(Traversée d’un siècle avec un petit tas de photos oubliées dans une boîte de chocolats Meunier d’un lointain noël.)

À quoi ont-ils bien pu servir tous ces rêves de cabanes ?

Reprenons maintenant cette vieille question
de la fraternité. Ce sont de vieilles gens,
quelques pages d’histoire, les cloches des troupeaux,
le clairon, les affiches, la mésange blessée.
Qu’avait-elle à chanter, s’émouvoir de son chant ?

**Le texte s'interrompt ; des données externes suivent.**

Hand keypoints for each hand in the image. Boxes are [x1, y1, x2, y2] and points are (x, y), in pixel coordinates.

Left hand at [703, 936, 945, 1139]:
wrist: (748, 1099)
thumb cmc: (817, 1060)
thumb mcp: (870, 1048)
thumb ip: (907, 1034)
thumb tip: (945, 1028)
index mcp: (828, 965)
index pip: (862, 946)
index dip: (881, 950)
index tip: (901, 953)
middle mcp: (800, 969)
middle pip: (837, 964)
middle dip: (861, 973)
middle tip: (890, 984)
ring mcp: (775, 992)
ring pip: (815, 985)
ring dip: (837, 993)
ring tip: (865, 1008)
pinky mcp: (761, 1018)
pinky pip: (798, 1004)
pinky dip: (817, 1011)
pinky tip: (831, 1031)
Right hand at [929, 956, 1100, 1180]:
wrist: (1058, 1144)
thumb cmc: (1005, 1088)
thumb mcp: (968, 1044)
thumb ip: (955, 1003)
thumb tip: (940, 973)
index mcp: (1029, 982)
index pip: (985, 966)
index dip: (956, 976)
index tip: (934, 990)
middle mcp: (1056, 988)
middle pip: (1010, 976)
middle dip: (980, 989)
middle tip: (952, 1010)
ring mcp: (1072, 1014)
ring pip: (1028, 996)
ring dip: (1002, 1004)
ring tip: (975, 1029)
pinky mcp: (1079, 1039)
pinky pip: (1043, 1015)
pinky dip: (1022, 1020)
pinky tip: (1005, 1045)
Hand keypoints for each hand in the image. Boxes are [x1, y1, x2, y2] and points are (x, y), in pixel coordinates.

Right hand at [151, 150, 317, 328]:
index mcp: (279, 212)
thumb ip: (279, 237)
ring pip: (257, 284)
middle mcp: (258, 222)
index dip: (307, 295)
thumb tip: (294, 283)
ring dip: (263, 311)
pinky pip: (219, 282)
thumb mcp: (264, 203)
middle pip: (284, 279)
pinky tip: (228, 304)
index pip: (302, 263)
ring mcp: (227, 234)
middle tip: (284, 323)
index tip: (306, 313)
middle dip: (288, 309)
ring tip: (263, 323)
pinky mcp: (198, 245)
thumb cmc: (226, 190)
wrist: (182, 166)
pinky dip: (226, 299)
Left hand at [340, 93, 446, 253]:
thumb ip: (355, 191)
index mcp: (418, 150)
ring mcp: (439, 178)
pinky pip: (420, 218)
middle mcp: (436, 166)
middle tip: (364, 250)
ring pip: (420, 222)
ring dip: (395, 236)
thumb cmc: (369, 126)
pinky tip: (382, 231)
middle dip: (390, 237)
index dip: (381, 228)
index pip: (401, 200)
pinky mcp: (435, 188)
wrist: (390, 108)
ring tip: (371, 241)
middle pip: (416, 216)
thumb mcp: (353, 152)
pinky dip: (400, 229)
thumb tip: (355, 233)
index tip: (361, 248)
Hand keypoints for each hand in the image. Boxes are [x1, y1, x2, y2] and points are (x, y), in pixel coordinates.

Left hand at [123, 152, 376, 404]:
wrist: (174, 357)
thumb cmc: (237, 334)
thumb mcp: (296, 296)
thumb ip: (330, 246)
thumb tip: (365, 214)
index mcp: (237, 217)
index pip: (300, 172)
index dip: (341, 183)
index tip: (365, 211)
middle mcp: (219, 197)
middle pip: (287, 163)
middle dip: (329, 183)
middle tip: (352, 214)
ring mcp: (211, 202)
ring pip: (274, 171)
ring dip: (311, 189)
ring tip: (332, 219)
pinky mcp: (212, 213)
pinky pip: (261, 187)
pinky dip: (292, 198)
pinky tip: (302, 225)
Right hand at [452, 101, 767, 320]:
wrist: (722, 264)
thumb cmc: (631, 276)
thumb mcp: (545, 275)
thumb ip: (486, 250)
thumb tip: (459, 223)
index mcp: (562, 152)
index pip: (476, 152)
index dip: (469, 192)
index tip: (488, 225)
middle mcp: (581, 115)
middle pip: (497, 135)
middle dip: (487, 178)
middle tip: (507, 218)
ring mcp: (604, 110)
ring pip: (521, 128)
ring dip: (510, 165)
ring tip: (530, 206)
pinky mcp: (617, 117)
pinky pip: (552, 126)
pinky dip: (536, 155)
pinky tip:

C’est ce soir qu’on regarde s’allumer les étoiles,
les photos, le passé, le rebrousse-pensée.
Vous vous teniez très fiers bien face à l’objectif,
le regard bravache et sûr de votre présence
sur les pages blanches d’une époque incertaine.

La cabane vous l’aviez bâtie de vos mains
ou de celles de vos parents, de vos chansons,
de vos souliers de fête, les longues marches au long
des murs quand il fallait se hâter pour la danse,
les baisers, quelques pièces de monnaie pour l’ivresse,

le vin qui passe de mains en bouches. Il faut trinquer
au bric à brac des fées, des sirènes du ruisseau.
Il faut garder la pose, le sourire et la main
dans la poche pantalon du costume de mariage,
la place de l’église, ses parfum de rosiers,

les banderoles qu’on prépare en se hâtant
sur les tréteaux du trottoir, les manifs, la colère,
les discours enflammés aux bistrots, drapeau rouge.
Vous portiez dans vos bras l’insolence les combats
le souffle des révolutions passait chez vous.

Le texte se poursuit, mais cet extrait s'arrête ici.